Bel Kaufman

… still very much alive and entertaining, as we can read in today’s NYT:

At 100 years old, Ms. Kaufman [author of Up the Down Staircase (1965)] is still shpritzing jokes, Jewish and otherwise, which is in her genes. Her grandfather was the great Yiddish storyteller Sholem Aleichem, a writer who was able to squeeze heartbreaking humor out of the most threadbare deprivation and wove the bittersweet Tevye stories that became the source for “Fiddler on the Roof.”

This year, Ms. Kaufman did something more than tell jokes. She became one of the few adjunct professors in her age cohort and taught a course on Jewish humor at Hunter College, her alma mater. One of the jokes the class dissected:

“The Frenchman says: ‘I’m tired and thirsty. I must have wine.’ The German says: ‘I’m tired and thirsty. I must have beer.’ The Jew says: ‘I’m tired and thirsty. I must have diabetes.’ ”

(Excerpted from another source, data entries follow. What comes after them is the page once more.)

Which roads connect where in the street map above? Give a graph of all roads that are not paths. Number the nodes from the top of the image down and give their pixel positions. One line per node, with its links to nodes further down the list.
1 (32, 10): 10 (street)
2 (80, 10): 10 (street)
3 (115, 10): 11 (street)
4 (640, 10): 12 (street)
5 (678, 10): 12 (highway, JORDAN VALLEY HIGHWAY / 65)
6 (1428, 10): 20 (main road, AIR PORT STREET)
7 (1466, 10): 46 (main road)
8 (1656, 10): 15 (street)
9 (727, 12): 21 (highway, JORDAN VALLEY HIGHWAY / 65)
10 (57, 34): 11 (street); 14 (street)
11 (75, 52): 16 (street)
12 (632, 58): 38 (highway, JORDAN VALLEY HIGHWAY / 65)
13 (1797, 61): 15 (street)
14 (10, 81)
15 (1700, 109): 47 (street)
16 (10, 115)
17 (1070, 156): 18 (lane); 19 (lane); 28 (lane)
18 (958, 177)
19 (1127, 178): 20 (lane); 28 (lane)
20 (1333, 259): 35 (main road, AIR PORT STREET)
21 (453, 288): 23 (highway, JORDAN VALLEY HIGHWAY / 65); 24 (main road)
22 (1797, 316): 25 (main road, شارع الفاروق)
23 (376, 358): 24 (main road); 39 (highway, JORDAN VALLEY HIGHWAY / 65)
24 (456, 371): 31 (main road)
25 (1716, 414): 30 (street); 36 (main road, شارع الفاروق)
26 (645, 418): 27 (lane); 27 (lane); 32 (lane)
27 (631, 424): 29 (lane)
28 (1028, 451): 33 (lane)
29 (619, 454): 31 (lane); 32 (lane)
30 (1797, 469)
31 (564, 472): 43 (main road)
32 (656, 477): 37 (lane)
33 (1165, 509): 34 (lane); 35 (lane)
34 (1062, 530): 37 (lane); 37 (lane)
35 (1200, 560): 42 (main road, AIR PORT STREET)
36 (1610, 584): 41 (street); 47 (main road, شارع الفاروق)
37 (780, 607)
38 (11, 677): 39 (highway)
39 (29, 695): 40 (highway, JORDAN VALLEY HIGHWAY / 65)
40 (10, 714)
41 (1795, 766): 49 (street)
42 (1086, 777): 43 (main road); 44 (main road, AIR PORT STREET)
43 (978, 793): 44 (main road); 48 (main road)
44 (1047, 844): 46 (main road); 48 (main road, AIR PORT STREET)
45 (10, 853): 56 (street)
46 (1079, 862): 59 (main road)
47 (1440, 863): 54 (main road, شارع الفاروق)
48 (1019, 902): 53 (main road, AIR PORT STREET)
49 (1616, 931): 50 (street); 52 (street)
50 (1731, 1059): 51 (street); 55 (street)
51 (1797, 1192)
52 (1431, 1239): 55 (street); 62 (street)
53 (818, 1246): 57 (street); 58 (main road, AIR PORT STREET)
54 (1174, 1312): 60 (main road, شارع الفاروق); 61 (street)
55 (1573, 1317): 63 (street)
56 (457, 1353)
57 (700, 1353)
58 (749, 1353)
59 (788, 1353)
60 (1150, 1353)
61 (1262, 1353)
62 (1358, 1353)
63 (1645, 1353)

Nice play on the ambiguity of must and of have, but also for me a wonderful recollection of my stepmother, Ruth A. Power, who many years ago wrote Kaufman an appreciative letter about Up the Down Staircase, starting a correspondence between the two of them, became her friend, and eventually visited her (from California’s Central Coast) in New York.

One Response to “Bel Kaufman”

  1. Tané Tachyon Says:

    Up the Down Staircase was one of the books that everyone seemed to be reading when I was in middle school (1971-1973).